AMPK-mediated upregulation of FOXO1 increases PDK4 in TAZ-KO cells. (A) Phosphorylation of AMPK residue Thr¹⁷² (p-AMPK) was assayed in WT and TAZ-KO myoblasts treated with the AMPK inhibitor compound C (CC) or vehicle. 10 μg of total protein was loaded for each sample, and ACTIN was used as an internal control. Representative images and quantitative analysis are shown. (B) Total mRNA was extracted from myoblasts, and Pdk4 and Foxo1 mRNA levels were measured via real-time qPCR following treatment with CC (10 μM, 16 h) or vehicle. (C) Protein expression of FOXO1 and PDK4 in myoblasts was measured via WB analysis following treatment with CC (10 μM, 16 h) or vehicle.

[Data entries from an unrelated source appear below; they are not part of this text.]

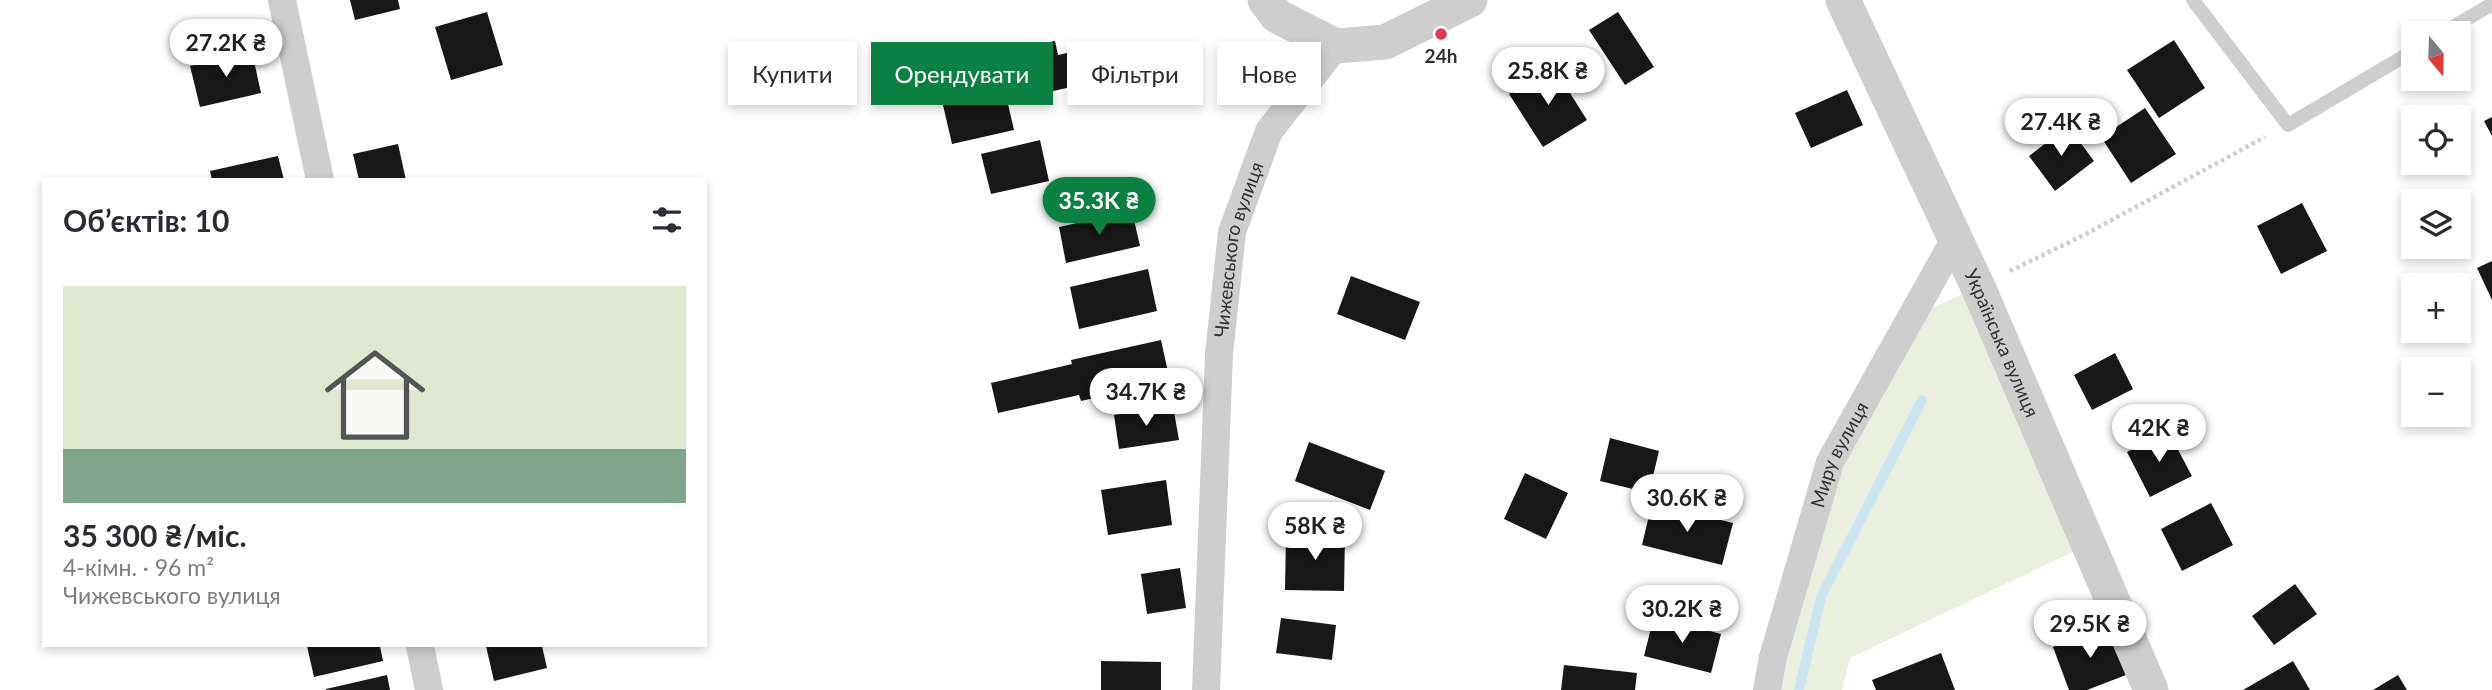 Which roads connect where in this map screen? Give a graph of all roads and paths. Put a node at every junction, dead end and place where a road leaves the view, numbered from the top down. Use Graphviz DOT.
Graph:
graph roads {
  1 [pos="282,0"];
  2 [pos="1265,0"];
  3 [pos="1470,0"];
  4 [pos="1843,0"];
  5 [pos="2193,0"];
  6 [pos="2492,5"];
  7 [pos="2464,21"];
  8 [pos="1336,46"];
  9 [pos="2401,58"];
  10 [pos="2288,124"];
  11 [pos="320,178"];
  12 [pos="1955,239"];
  13 [pos="1978,287"];
  14 [pos="419,647"];
  15 [pos="429,690"];
  16 [pos="1206,690"];
  17 [pos="1767,690"];
  18 [pos="2151,690"];
  1 -- 11 [label="street"];
  2 -- 8 [label="street"];
  3 -- 8 [label="street"];
  4 -- 12 [label="street, Українська вулиця"];
  5 -- 10 [label="lane"];
  6 -- 7 [label="lane"];
  8 -- 16 [label="street, Чижевського вулиця"];
  9 -- 10 [label="lane"];
  10 -- 13 [label="path"];
  12 -- 13 [label="street, Українська вулиця"];
  12 -- 17 [label="street, Миру вулиця"];
  13 -- 18 [label="street, Українська вулиця"];
  14 -- 15 [label="street"];
} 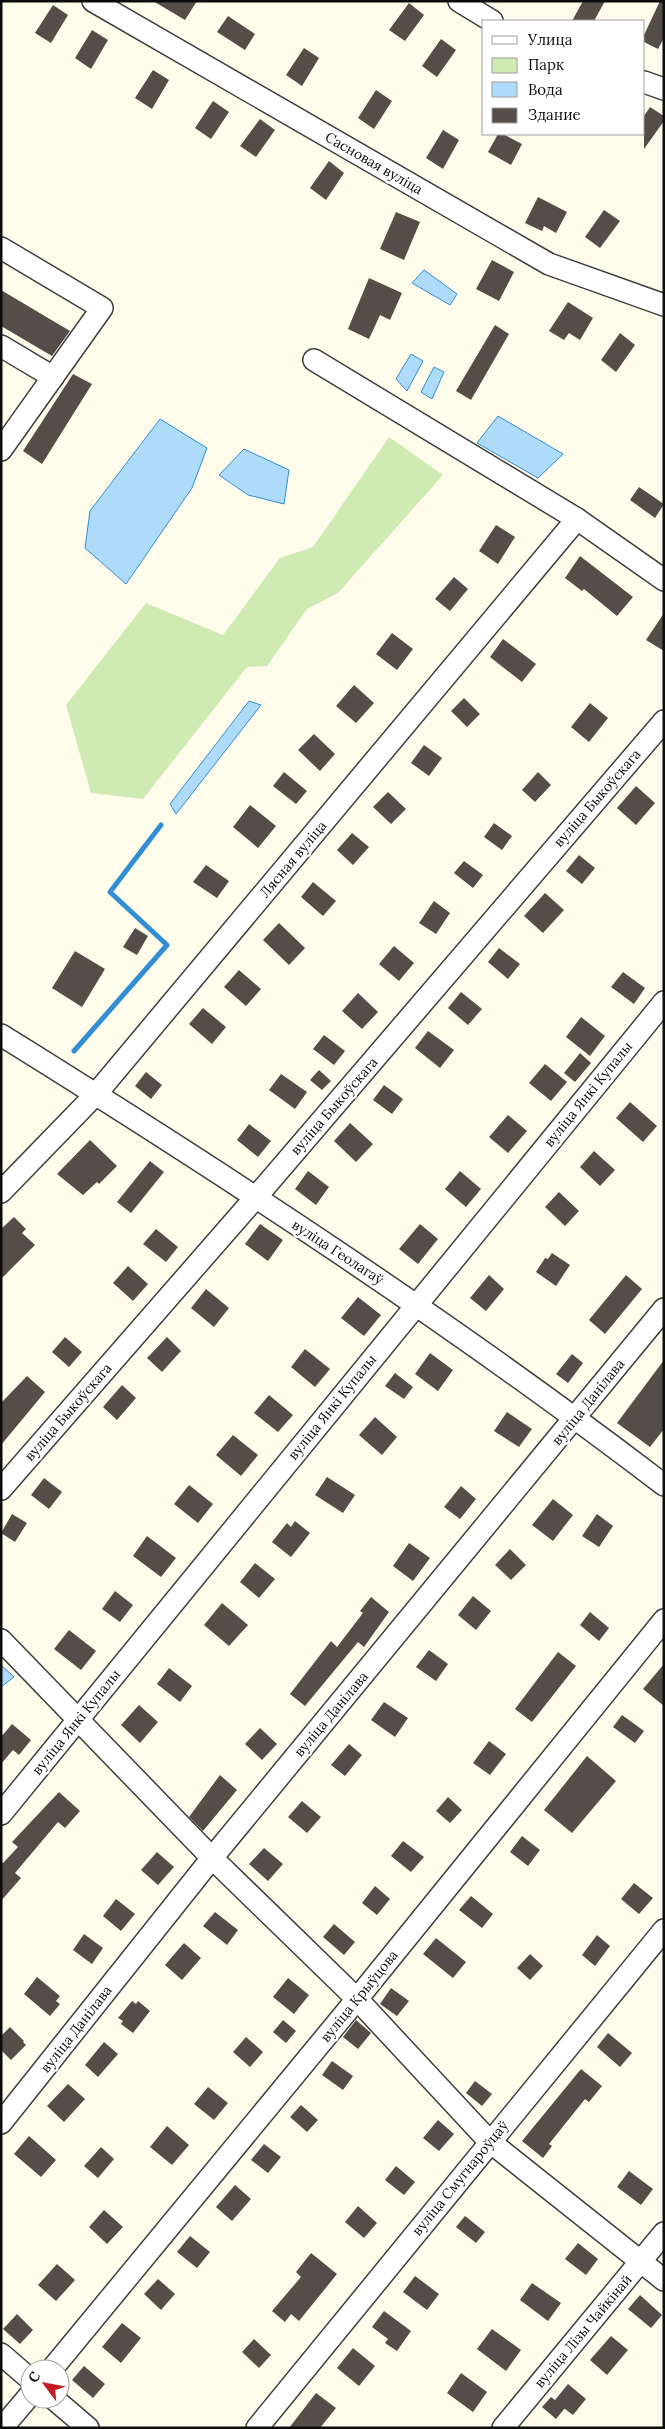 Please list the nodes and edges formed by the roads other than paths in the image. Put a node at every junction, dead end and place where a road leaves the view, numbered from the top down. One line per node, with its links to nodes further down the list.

Representative images and corresponding quantitative analyses are shown. (D) In myoblasts, p-PDH was measured by WB analysis following treatment with CC (10 μM, 16 h) or vehicle. Representative images and corresponding quantitative analyses are shown. Data points represent mean ± S.D. (error bars) for each individual biological replicate of each group. * 0.05 < p < 0.1, ** 0.01 < p < 0.05, *** 0.001 < p < 0.01.